As we sit outside their home under the blistering sun, Barry tenderly takes out a family photo album that charts Reeva’s life. He already had a son, Adam, from a previous marriage when he met June, and she had a daughter, Simone, then 18.
Opening up: June and Barry Steenkamp speak for the first time about how they were left with no choice but to sue their daughter's killer
When Reeva was born shortly after they married, they felt their lives were complete. ‘As a child, Reeva was an assertive girl, a lovely, sturdy kid who knew her own mind,’ Barry says. ‘She was horse-mad and when she was three sat astride the family’s trusted skewbald pony, Pinto. She was a natural. Sitting there bare-back she was completely confident. That was Reeva,’ he adds proudly.
The family lived in Cape Town then, where Reeva, kitted out in a rubber ring, splashed in the garden pool. Almost all of her life was spent outdoors in the garden or in a pony’s paddock.
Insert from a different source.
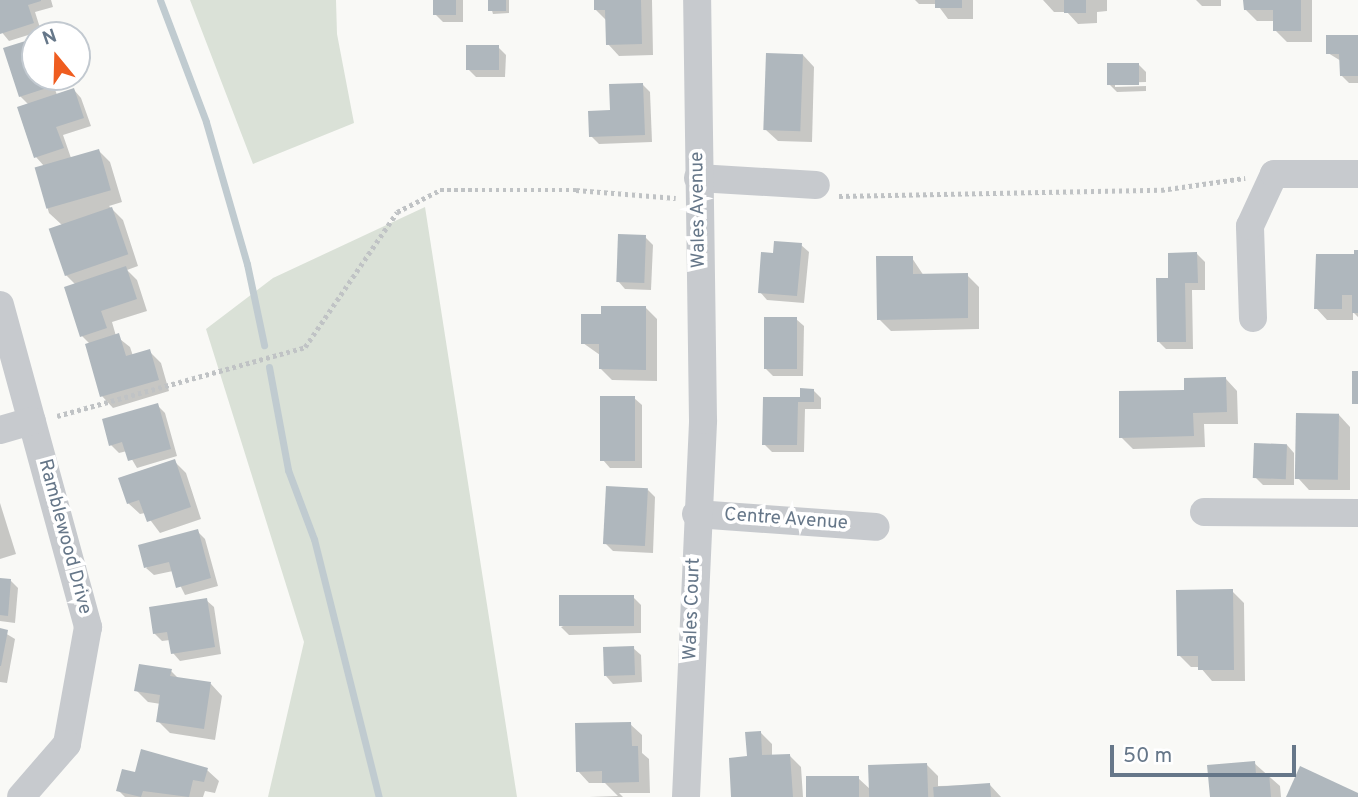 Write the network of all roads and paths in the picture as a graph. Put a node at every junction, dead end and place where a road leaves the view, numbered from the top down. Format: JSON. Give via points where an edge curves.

‘She wasn’t an all-out tomboy,’ says Barry. ‘But she could match any boy. At six she was given a BMX bike and could do wheelies as well as anyone, although it was her favourite colour – pink.’
Even as a small child, Reeva was photogenic and posed elegantly in front of the camera. While the couple have numerous albums, there is one picture of Reeva that they treasure, keeping it tucked between the pages of the family Bible. She is 12, posing by their Christmas tree, gleefully excited at the prospect of opening her presents, her eyes glittering with anticipation and joy.
Her parents recall trouble-free teenage years. ‘Reeva never had a temper, never shouted, never argued or talked back at us,’ says June. ‘She was loved by all of us, but also a little girl who knew her own mind.’
As the sun sets outside their home, the Steenkamps slowly walk down the corridor into their living room. Reeva was, they said, their ‘laat lammetjie’ – their late lamb who brought joy to the family. Even when the couple split up for a period when Reeva was a teenager, it was their youngest who brought them back together, loving them equally and determined to restore family life.
Their life now is filled with precious but painful memories. ‘Our loss is total,’ June says. ‘Pistorius has taken away her chance of ever marrying or having children.’
‘Two weeks ago was Father’s Day,’ says Barry. ‘I just wept.’
‘I wake at 3am most nights and it all comes flooding back,’ says June. ‘I have to dredge up all my courage just to get out of bed and face the day. I still expect and want my smiling daughter to walk through the door, but I know it’s never going to happen again.’